Lobbyists quickly latched on to privacy as a possible argument. What is cleverer, after all, than using one key EU achievement against another? It can be difficult to distinguish between the lobbying noise and the civil liberties alarm. But while there are details to be spelt out about combining security and competition, there are also clear indicators of how that may be achieved.

WhatsApp’s chief Will Cathcart, whose company has implemented end-to-end encryption between users, foresees problems, as do others with a less direct stake in the competition laws and a better record in privacy protections. They worry the well-intended focus on interoperability might have security downsides. When the consumer can choose their messaging platform, they should then be able to interact with all other platforms, in the way email does. Interoperability would lower the cost and hassle of switching, helping competition and consumer choice. The question is whether these proposed obligations might clash with those of end-to-end encryption.

But this is not a mission impossible. When an internet user has deliberately chosen a messaging platform with the highest encryption standards — to be certain of confidentiality or to protect a source — the fact that their message would be shared over to another platform of a friend or colleague, should not change the protection of their data. The DMA foresees that API’s must have the same levels of data protection for remote and internal users, according to Matrix, an open-source project fostering secure communications, which also proposes “bridges” for encrypted data.

Additionally, it is useful to remember that competition and privacy protections go two ways. Monopolists can more easily downgrade data protection standards, as Facebook has, because consumers have fewer alternatives. With more competition, the chances are that better privacy protection becomes a competitive advantage. Even if the US lacks a federal data protection law, its courts are currently hearing several cases challenging the harmful relationship between privacy and antitrust. Federal Trade Commission chair Lina Khan called the new DMA legislation a “landmark proposal to promote fair access to markets controlled by digital gatekeepers”. She recognises the implications of corporate access to information for privacy and security, in addition to competition. It is exactly that combination that the EU now needs to tackle.

The DMA’s details are still being worked out, and methods of enforcement will also be critical. There is wriggle room between the political agreement reached, and the final text after experts fine-tune it. It will only be possible to seriously weigh all concerns against this last iteration, which should be available in the next few weeks.

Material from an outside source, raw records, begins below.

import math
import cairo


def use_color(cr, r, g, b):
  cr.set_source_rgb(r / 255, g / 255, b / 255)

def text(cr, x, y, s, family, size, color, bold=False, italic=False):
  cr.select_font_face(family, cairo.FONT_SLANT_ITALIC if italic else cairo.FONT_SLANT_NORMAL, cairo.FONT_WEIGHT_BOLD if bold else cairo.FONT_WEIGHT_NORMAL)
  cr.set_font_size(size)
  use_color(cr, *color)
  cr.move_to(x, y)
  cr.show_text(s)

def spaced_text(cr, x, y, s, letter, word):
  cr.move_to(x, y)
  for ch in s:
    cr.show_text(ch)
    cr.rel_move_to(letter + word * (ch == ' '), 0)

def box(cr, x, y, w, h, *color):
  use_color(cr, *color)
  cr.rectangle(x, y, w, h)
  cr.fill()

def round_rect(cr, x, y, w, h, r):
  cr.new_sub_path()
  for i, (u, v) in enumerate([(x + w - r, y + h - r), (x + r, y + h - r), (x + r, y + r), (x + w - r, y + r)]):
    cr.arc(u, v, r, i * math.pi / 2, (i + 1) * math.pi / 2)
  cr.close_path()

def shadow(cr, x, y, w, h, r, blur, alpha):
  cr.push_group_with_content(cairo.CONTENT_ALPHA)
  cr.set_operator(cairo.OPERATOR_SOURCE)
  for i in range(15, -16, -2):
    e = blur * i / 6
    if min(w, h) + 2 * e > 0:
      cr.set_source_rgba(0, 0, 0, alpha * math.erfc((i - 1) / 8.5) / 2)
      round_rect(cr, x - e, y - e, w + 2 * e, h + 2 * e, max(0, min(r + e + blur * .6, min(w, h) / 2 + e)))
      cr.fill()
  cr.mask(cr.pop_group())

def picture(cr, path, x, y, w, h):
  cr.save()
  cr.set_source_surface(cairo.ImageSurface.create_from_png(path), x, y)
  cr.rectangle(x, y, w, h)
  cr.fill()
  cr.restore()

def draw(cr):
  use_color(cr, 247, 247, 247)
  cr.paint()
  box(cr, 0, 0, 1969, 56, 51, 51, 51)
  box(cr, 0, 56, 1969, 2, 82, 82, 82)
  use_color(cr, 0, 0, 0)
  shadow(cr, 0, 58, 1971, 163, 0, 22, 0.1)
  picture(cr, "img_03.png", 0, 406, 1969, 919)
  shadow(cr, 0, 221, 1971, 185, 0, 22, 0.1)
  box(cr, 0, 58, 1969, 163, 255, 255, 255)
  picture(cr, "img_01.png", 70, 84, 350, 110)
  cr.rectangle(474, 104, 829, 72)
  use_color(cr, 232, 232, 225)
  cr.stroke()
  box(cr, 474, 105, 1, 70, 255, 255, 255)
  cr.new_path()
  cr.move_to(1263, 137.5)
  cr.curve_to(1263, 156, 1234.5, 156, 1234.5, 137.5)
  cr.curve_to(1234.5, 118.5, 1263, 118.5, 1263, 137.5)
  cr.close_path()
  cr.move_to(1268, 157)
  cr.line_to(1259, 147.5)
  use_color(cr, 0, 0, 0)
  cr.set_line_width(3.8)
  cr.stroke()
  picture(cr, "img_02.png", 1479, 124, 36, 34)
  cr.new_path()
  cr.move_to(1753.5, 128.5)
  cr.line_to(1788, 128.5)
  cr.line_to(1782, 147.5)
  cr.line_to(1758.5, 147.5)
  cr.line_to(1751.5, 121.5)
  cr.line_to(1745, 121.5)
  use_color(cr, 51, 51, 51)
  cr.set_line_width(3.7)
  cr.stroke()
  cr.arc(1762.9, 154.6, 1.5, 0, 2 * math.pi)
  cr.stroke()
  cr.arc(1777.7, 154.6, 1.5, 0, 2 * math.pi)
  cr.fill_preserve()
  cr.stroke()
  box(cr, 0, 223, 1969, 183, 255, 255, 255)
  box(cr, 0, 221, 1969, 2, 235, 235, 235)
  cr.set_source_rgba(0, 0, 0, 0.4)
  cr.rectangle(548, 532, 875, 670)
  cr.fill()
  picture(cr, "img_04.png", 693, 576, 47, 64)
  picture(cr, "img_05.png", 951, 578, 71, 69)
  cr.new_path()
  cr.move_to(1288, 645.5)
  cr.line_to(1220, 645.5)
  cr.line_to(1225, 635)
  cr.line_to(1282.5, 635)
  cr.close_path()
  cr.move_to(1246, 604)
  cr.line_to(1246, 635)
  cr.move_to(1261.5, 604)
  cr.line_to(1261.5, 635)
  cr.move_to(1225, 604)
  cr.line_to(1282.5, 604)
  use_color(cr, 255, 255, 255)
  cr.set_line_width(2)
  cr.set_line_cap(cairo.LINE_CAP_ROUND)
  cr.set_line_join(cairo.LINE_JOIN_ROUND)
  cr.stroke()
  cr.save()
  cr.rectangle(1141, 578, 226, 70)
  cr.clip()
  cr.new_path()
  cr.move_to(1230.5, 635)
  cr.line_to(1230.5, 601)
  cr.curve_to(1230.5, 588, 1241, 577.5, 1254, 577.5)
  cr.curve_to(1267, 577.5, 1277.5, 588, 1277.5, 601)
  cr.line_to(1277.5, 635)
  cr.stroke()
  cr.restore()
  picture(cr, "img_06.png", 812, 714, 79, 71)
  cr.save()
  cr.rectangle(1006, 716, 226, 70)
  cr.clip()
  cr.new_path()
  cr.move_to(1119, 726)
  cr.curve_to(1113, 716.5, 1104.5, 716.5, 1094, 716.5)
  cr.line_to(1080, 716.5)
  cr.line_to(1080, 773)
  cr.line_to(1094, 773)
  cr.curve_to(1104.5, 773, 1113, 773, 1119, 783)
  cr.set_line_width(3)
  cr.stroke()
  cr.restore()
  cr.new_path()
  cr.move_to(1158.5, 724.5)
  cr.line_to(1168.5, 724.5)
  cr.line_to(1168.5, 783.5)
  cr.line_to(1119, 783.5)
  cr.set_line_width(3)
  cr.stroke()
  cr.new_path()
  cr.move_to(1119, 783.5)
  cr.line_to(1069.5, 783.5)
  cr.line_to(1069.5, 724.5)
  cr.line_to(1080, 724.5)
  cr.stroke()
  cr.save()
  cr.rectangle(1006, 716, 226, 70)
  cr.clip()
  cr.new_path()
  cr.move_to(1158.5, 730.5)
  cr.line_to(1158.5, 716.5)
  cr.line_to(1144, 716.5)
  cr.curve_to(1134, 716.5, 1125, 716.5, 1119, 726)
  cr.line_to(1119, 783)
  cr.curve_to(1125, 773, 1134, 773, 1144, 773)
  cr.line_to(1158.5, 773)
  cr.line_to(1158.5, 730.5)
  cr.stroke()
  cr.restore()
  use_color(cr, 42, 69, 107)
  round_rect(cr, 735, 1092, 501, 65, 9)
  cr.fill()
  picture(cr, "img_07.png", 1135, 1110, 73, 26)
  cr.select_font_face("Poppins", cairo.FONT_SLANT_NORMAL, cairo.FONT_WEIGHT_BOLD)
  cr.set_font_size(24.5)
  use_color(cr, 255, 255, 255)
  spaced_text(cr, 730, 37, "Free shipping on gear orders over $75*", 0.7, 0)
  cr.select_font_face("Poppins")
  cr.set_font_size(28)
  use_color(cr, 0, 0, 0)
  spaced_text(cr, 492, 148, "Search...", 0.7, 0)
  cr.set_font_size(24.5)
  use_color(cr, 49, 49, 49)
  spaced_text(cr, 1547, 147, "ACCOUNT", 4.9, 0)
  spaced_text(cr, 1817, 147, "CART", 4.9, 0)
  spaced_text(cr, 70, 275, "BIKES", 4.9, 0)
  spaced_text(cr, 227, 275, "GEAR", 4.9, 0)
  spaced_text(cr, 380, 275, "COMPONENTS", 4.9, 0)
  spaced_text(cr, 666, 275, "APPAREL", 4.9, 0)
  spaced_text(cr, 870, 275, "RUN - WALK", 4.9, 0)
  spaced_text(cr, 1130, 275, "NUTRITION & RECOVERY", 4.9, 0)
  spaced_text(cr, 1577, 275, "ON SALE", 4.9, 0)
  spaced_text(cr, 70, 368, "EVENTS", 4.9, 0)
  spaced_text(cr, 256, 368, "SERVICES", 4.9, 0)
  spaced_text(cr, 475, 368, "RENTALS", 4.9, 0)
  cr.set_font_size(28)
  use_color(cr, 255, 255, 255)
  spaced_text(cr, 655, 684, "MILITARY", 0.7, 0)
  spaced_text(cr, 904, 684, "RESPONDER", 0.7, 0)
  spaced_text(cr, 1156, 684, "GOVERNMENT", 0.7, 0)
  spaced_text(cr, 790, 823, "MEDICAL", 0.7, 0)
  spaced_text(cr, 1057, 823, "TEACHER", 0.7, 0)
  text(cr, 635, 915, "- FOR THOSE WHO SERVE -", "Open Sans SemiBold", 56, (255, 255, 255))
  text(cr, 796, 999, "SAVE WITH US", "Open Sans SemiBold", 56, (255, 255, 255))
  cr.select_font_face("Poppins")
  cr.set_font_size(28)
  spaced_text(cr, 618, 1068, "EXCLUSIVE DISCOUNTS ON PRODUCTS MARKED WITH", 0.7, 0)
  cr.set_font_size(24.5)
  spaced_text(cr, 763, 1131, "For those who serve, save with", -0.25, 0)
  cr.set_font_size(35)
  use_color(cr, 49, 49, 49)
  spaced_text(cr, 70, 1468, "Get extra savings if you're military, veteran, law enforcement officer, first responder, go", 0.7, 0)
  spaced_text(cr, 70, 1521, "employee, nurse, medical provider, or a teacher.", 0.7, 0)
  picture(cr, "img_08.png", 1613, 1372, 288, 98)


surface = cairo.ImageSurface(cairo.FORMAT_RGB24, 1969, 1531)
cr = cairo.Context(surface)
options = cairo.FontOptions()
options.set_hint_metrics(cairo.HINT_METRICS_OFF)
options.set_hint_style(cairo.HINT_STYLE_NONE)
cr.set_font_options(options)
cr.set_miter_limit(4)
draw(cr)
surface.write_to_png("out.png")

Yet the discussion about interoperability and encryption — or between the GDPR and DMA — already hints at a major challenge the EU is still to face. After the DMA, the Digital Services Act, the AI Act, and the Data Act will follow, to ensure more countervailing powers to balance those of technology companies. For EU lawmakers and regulators with ambitions to curb the power of big tech, ensuring that these different laws also work well together will be the next big hurdle.